Jenna menggumam pelan, seraya mengarahkan pandangan ke depan. Wanita muda itu terdiam sejenak, sebelum kembali bicara. “Aku pernah mencoba bunuh diri. Namun, ada seorang wanita yang menahanku melakukan tindakan bodoh tersebut. Beliau menegurku dengan tegas, seperti ibu kandung terhadap putrinya.”
“Apa yang kamu pikirkan setelah itu?”
“Aku merasa bahwa ibu pasti akan melakukan hal yang sama, meskipun beliau menyuruhku pergi jauh. Ibu pasti memiliki alasan tersendiri, di balik sikapnya yang terkesan tidak peduli.”
Jagat menggumam pelan. “Kamu masih muda. Perjalanan hidupmu masih panjang.
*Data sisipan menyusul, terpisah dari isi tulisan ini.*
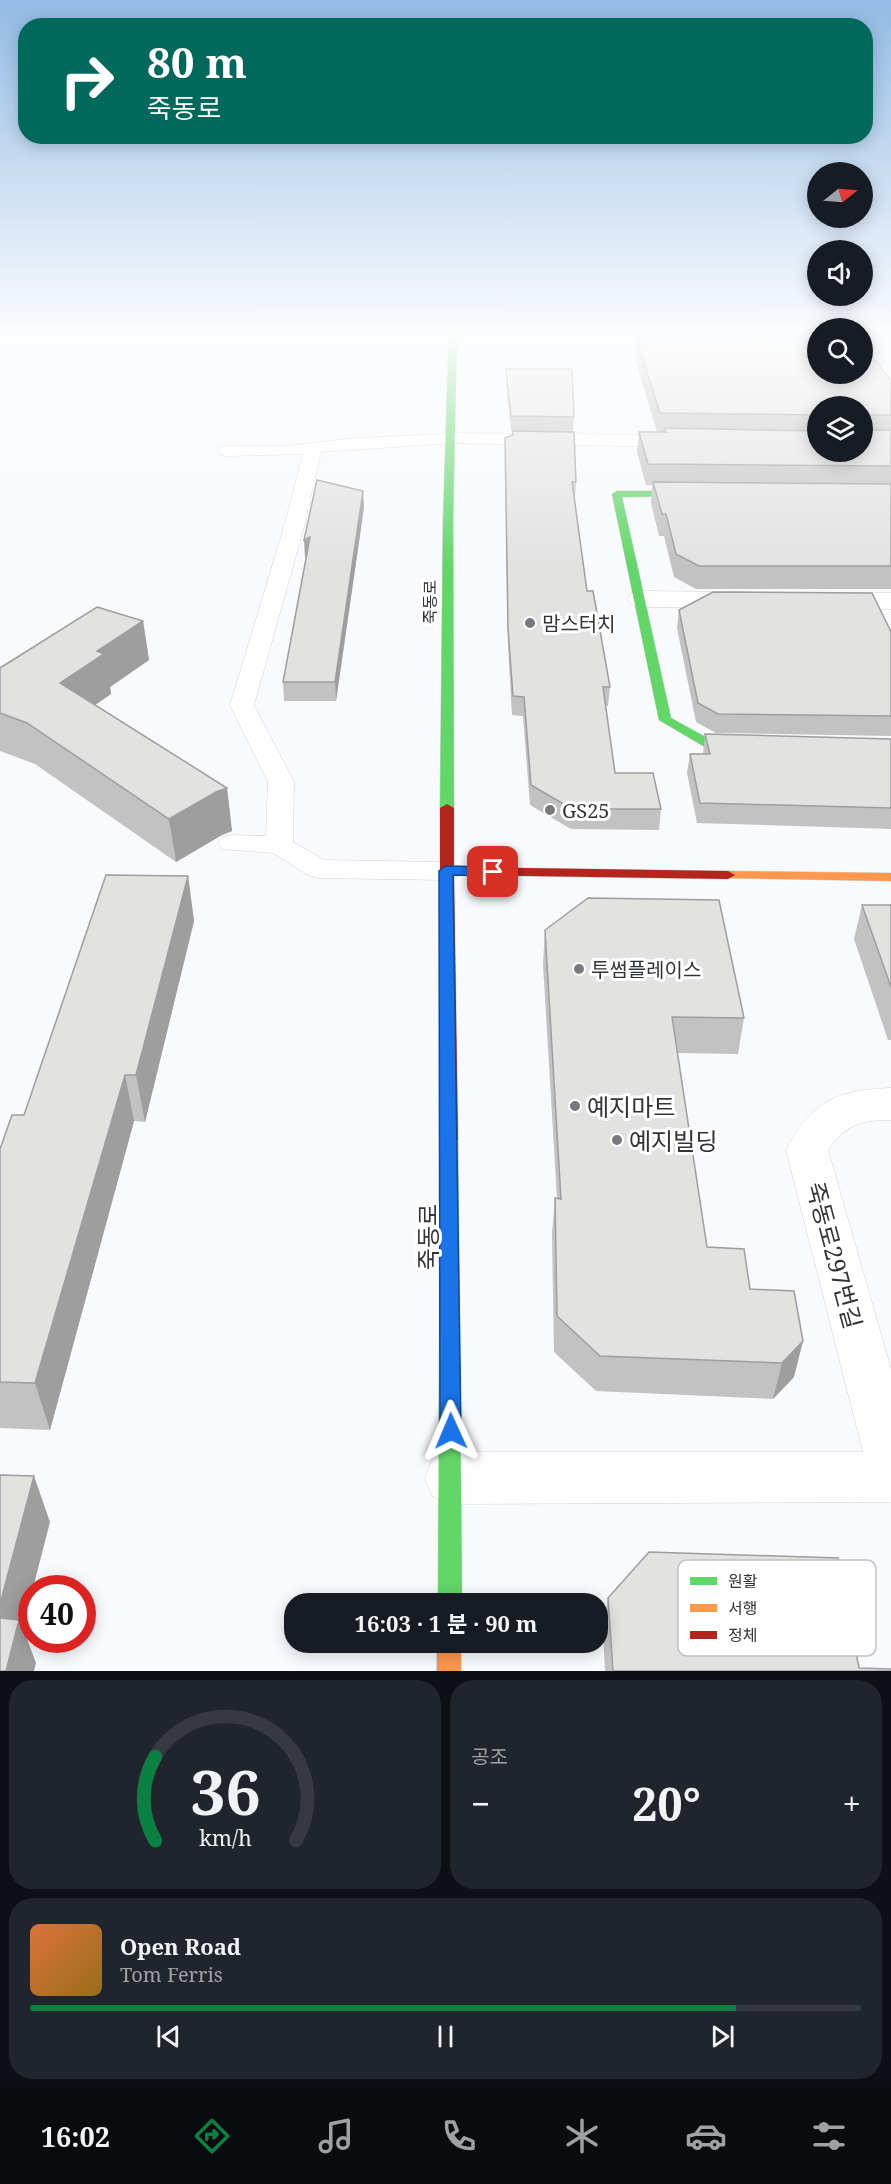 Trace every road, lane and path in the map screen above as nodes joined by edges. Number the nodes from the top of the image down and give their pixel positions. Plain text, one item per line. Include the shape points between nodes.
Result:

Ada banyak hal yang harus kamu pelajari, agar bisa memahami dan memaknai hidup ini dengan baik.”
Jagat memarkirkan mobilnya, berhubung mereka telah tiba di rumah. Dia melepas sabuk pengaman, lalu setengah menghadapkan tubuh kepada Jenna. “Aku akan menikahi dan merawatmu hingga melahirkan.”
“Apa? Menikah?”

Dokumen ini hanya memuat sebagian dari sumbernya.